#### Excerpted data ####

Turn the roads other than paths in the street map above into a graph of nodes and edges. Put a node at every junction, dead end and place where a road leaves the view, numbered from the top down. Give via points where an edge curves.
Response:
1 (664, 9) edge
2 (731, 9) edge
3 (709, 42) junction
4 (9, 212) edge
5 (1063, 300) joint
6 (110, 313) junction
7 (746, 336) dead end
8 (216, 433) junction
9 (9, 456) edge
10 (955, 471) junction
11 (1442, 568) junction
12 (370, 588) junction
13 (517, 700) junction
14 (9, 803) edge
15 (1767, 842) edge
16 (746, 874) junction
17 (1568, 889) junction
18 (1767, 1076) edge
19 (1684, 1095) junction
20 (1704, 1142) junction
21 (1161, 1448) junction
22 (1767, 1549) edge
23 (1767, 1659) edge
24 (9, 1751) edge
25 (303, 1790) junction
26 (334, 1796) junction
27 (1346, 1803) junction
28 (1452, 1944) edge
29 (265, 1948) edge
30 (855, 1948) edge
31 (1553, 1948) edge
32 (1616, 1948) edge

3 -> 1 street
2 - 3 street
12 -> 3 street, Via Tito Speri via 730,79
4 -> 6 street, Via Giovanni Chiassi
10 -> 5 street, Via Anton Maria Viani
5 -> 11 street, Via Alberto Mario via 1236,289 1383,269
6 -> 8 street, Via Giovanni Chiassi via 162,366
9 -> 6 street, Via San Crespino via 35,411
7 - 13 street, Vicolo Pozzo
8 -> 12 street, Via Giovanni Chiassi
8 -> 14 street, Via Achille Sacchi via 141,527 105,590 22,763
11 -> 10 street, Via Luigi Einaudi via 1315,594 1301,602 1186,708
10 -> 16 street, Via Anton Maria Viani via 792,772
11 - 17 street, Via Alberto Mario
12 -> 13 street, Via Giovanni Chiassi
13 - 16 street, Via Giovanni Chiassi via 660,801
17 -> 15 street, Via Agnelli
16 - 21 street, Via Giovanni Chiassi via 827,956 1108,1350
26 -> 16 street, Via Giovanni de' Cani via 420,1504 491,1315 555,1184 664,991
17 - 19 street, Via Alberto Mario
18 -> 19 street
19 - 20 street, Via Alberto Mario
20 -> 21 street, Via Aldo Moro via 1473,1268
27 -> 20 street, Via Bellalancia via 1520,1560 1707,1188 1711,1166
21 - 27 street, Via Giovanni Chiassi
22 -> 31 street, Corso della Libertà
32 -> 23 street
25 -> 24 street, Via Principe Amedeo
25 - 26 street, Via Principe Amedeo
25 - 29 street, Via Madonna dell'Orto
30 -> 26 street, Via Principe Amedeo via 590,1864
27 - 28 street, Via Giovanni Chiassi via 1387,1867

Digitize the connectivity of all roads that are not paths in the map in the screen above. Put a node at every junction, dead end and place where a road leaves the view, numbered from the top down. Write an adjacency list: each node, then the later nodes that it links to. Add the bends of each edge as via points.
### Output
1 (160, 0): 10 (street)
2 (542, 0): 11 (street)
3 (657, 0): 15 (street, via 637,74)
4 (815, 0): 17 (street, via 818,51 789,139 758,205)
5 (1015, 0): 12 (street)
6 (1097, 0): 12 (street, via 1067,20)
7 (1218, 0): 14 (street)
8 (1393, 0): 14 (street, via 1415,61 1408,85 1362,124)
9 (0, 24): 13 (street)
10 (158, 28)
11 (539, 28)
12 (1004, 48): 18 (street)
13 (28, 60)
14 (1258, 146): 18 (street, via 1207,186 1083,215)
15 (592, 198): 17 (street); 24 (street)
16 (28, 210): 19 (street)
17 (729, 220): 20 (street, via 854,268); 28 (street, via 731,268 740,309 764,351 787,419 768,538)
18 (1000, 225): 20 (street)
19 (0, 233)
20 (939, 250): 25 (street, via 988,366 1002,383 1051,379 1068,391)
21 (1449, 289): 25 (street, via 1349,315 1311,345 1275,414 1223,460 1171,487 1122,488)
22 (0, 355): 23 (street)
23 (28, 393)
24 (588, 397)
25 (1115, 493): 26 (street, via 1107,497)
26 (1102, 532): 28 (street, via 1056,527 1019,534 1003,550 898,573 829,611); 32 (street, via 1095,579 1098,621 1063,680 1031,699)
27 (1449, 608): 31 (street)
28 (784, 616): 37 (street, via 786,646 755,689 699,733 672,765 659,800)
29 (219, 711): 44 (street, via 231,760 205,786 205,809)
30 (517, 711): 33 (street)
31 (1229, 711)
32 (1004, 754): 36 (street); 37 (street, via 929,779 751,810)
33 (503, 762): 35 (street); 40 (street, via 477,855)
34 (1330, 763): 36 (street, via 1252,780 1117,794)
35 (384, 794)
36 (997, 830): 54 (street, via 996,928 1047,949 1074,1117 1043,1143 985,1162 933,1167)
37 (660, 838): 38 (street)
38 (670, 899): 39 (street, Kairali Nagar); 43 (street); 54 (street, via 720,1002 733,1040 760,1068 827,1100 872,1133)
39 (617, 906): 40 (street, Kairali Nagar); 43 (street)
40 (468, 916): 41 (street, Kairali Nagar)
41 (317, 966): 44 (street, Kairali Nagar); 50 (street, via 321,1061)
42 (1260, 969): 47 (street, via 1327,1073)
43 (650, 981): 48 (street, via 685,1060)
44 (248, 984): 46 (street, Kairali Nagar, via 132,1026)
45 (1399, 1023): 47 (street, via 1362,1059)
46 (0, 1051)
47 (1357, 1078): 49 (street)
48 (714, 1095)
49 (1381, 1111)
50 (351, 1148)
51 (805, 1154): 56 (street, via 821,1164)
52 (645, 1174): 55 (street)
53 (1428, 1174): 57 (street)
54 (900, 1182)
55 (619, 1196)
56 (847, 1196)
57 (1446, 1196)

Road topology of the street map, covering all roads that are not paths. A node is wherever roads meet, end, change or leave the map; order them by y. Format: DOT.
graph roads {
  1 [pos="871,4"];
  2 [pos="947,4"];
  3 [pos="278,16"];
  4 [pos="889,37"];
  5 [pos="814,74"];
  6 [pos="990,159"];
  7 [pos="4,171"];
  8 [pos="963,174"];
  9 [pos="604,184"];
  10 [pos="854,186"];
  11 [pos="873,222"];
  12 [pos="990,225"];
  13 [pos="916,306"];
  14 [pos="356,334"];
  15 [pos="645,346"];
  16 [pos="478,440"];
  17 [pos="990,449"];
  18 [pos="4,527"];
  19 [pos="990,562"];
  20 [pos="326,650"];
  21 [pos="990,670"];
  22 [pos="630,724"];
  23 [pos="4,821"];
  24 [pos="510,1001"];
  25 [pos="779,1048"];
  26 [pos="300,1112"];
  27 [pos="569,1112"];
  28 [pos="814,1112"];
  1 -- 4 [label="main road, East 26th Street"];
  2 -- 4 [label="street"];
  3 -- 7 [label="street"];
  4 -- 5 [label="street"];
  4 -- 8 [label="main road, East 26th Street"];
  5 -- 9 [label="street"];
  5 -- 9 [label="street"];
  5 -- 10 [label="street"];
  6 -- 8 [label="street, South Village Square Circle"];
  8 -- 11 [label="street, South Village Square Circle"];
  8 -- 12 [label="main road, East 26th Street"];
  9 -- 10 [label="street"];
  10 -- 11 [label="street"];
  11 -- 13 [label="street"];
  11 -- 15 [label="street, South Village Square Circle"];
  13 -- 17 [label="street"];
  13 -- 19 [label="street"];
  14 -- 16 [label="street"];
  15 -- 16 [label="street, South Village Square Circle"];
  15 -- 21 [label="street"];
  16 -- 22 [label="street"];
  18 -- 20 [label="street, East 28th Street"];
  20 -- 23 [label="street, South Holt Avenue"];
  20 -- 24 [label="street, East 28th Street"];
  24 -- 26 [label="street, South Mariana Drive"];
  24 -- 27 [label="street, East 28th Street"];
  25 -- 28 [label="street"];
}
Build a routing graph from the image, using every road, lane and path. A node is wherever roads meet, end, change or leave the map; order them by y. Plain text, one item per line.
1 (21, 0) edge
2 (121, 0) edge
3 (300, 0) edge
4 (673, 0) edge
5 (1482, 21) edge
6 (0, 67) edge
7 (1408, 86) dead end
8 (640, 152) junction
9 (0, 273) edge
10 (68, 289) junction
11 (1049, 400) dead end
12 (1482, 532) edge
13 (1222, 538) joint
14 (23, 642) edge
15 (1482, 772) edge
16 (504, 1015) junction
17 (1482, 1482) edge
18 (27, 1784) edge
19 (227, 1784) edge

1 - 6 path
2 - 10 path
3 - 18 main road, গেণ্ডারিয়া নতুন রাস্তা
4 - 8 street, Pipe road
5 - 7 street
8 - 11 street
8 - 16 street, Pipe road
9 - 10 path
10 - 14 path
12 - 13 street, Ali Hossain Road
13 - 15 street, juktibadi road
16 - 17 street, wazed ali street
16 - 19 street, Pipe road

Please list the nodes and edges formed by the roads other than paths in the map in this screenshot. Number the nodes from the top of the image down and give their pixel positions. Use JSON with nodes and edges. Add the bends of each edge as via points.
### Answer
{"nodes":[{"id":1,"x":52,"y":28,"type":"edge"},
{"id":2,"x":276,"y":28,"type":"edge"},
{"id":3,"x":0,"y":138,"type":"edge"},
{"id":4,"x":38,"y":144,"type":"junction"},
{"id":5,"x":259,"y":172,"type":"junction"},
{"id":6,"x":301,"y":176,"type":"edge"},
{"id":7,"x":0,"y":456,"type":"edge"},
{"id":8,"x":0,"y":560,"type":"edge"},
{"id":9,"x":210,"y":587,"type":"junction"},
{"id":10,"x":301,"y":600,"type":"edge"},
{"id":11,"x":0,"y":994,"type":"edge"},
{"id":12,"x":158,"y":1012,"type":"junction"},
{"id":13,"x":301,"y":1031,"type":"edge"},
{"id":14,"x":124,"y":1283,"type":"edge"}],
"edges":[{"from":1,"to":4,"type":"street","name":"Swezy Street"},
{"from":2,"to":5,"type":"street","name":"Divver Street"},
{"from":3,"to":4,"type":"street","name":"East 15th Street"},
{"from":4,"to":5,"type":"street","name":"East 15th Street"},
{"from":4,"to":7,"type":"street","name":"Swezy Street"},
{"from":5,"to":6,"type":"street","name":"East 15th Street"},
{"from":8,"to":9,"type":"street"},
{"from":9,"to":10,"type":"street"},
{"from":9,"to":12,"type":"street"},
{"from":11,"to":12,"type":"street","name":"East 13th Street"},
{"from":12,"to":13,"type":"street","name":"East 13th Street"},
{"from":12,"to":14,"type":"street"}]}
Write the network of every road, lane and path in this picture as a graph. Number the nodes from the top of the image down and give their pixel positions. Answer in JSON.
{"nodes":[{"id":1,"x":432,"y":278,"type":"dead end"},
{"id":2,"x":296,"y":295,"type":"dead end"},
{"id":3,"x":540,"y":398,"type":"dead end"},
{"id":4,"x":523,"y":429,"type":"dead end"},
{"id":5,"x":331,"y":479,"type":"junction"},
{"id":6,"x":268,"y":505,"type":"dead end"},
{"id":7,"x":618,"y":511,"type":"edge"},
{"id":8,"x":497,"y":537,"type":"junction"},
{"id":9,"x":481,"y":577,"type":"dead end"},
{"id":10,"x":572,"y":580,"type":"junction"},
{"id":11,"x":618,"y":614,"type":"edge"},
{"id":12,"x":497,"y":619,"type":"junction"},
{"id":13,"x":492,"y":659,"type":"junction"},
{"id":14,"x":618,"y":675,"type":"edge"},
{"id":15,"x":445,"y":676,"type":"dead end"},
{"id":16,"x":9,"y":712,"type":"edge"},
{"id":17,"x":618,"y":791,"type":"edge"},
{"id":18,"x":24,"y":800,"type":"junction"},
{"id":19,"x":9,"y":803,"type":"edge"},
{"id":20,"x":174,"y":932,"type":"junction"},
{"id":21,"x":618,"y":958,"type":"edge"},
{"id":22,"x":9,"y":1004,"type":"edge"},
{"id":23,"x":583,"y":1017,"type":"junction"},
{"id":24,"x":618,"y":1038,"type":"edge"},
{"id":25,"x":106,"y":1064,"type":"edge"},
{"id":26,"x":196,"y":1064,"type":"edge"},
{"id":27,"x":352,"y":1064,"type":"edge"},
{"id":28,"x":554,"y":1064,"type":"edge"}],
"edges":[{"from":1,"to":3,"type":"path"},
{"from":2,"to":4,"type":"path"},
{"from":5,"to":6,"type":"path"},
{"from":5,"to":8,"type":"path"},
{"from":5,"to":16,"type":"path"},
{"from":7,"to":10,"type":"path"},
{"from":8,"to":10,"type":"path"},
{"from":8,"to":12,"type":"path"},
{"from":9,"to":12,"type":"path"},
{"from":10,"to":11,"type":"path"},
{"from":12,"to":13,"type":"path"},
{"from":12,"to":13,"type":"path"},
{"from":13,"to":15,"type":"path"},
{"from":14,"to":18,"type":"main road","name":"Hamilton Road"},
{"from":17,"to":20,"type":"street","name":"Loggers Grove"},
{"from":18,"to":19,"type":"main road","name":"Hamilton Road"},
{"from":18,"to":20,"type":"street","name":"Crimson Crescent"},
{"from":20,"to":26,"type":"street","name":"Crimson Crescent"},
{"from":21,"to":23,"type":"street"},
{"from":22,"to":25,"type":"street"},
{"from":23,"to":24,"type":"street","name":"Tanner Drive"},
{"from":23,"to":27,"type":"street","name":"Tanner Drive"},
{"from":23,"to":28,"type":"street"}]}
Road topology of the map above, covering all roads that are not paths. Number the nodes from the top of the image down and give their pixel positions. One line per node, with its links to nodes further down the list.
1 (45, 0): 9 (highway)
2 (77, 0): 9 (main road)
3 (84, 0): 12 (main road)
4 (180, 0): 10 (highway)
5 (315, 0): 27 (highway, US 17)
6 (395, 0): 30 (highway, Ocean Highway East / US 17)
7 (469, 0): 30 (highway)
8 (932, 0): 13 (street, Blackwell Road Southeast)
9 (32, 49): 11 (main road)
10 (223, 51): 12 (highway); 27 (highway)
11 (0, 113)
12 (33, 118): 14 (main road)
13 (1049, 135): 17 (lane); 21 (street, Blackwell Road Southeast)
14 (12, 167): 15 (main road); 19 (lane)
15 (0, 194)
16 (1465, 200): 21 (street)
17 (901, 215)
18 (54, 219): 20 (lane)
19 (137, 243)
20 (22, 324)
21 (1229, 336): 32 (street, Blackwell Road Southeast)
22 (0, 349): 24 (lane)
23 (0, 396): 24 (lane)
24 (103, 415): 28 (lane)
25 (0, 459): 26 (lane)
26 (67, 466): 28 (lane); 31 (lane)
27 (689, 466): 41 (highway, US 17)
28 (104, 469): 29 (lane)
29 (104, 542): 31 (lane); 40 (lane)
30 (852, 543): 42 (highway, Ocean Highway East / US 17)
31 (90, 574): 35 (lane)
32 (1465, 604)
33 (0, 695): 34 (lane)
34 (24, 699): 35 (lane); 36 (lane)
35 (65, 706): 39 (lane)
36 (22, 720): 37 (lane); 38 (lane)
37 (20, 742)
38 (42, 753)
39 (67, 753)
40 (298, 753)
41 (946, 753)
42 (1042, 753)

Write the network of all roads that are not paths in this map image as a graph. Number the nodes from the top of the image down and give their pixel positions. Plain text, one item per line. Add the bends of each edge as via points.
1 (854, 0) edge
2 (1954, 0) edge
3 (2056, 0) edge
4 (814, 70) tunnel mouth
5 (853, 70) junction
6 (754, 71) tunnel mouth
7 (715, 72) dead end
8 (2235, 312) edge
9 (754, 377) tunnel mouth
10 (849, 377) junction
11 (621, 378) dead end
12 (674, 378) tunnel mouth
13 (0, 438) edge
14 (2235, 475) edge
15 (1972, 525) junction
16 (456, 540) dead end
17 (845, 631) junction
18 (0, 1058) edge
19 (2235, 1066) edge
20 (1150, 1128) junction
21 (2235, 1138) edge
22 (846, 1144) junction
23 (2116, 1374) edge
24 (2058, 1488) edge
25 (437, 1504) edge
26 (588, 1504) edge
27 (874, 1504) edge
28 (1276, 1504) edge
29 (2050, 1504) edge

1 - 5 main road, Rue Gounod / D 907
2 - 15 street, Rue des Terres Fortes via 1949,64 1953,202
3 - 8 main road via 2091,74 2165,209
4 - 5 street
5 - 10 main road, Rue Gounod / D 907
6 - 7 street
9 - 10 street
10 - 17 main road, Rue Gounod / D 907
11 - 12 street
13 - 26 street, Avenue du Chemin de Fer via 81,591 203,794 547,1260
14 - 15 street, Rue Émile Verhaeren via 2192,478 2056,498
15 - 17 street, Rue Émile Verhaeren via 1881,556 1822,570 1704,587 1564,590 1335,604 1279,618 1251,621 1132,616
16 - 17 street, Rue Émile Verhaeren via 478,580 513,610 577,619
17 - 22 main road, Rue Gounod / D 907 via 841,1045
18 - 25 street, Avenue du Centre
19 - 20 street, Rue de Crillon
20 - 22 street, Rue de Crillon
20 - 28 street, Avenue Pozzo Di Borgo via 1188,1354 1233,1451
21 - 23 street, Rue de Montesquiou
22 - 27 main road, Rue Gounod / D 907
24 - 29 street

####

> **To do**:
Within the entries above, find the string "tunnel" and return each line that holds it.

> **Your solution**:
4 (814, 70) tunnel mouth
6 (754, 71) tunnel mouth
9 (754, 377) tunnel mouth
12 (674, 378) tunnel mouth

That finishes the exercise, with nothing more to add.